Untuk pengembangan, Ponpes Wali Songo juga tengah mempersiapkan pengembangan sayap dakwah ke sejumlah daerah di Sulawesi Tengah seperti di Poso, Donggala, Sigi dan yang terbaru yaitu pembangunan Ponpes Wali Songo 4 di Desa Melei Kabupaten Poso.
Saat ini, terkhusus Ponpes Walisongo 2 yang berdiri pada tahun 2015, jumlah santrinya meningkat dari tahun ke tahun. Pascagempa dan tsunami, jumlah santri 51 mukim dan 84 santri nonmukim.
Ponpes Wali Songo mendatangkan guru dari sejumlah daerah dan beragam disiplin keilmuan. Ada pula beberapa guru alumni PMDG sebagai penunjang sistem dan kurikulum PMDG di Ponpes Wali Songo.
Rizki berpesan, meski bencana menghantam, seluruh elemen pimpinan pondok pesantren Wali Songo maupun guru tetap menunjukkan raut wajah optimis serta tetap bersemangat dalam mendidik siswa dan santri meski dengan segala keterbatasan yang ada. Baginya, mendidik santri merupakan perjuangan maka harus dihadapi secara maksimal.
“Para pendidik, di manapun berada, agar tetap senantiasa bersemangat dalam mendidik para santri meskipun dengan segala keterbatasannya.
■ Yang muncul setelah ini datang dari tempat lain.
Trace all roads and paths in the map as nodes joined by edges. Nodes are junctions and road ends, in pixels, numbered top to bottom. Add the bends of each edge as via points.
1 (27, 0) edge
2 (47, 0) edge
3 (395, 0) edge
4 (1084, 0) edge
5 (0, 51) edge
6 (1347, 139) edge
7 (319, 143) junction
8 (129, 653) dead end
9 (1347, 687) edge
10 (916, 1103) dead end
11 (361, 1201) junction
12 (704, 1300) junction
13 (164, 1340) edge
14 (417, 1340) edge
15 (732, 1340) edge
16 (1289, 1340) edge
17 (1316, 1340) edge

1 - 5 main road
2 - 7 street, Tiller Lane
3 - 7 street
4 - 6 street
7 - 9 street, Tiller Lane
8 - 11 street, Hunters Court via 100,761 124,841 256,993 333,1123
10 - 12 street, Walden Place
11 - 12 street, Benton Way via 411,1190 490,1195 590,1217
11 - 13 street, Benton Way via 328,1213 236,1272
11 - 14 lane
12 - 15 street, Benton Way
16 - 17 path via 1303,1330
Karena pendidikan yang baik berawal dari seberapa tinggi jiwa semangat pendidiknya,” pungkasnya mengutip pernyataan salah seorang pendiri PMDG, KH Ahmad Sahal, yang berbunyi Bondo Bahu Pikir Lek Perlu Sak Nyawane Pisan yang berarti harta, badan, pemikiran, kalau perlu seluruh nyawa sekalian (akan kuserahkan).
Bagi Ponpes Walisongo, bencana bukan merupakan akhir dari segalanya. Bencana laksana ujian yang mampu meningkatkan kualitas pribadi penghuni pesantren menjadi pribadi yang lebih baik dari sebelumnya. [Mohamad Deny Irawan]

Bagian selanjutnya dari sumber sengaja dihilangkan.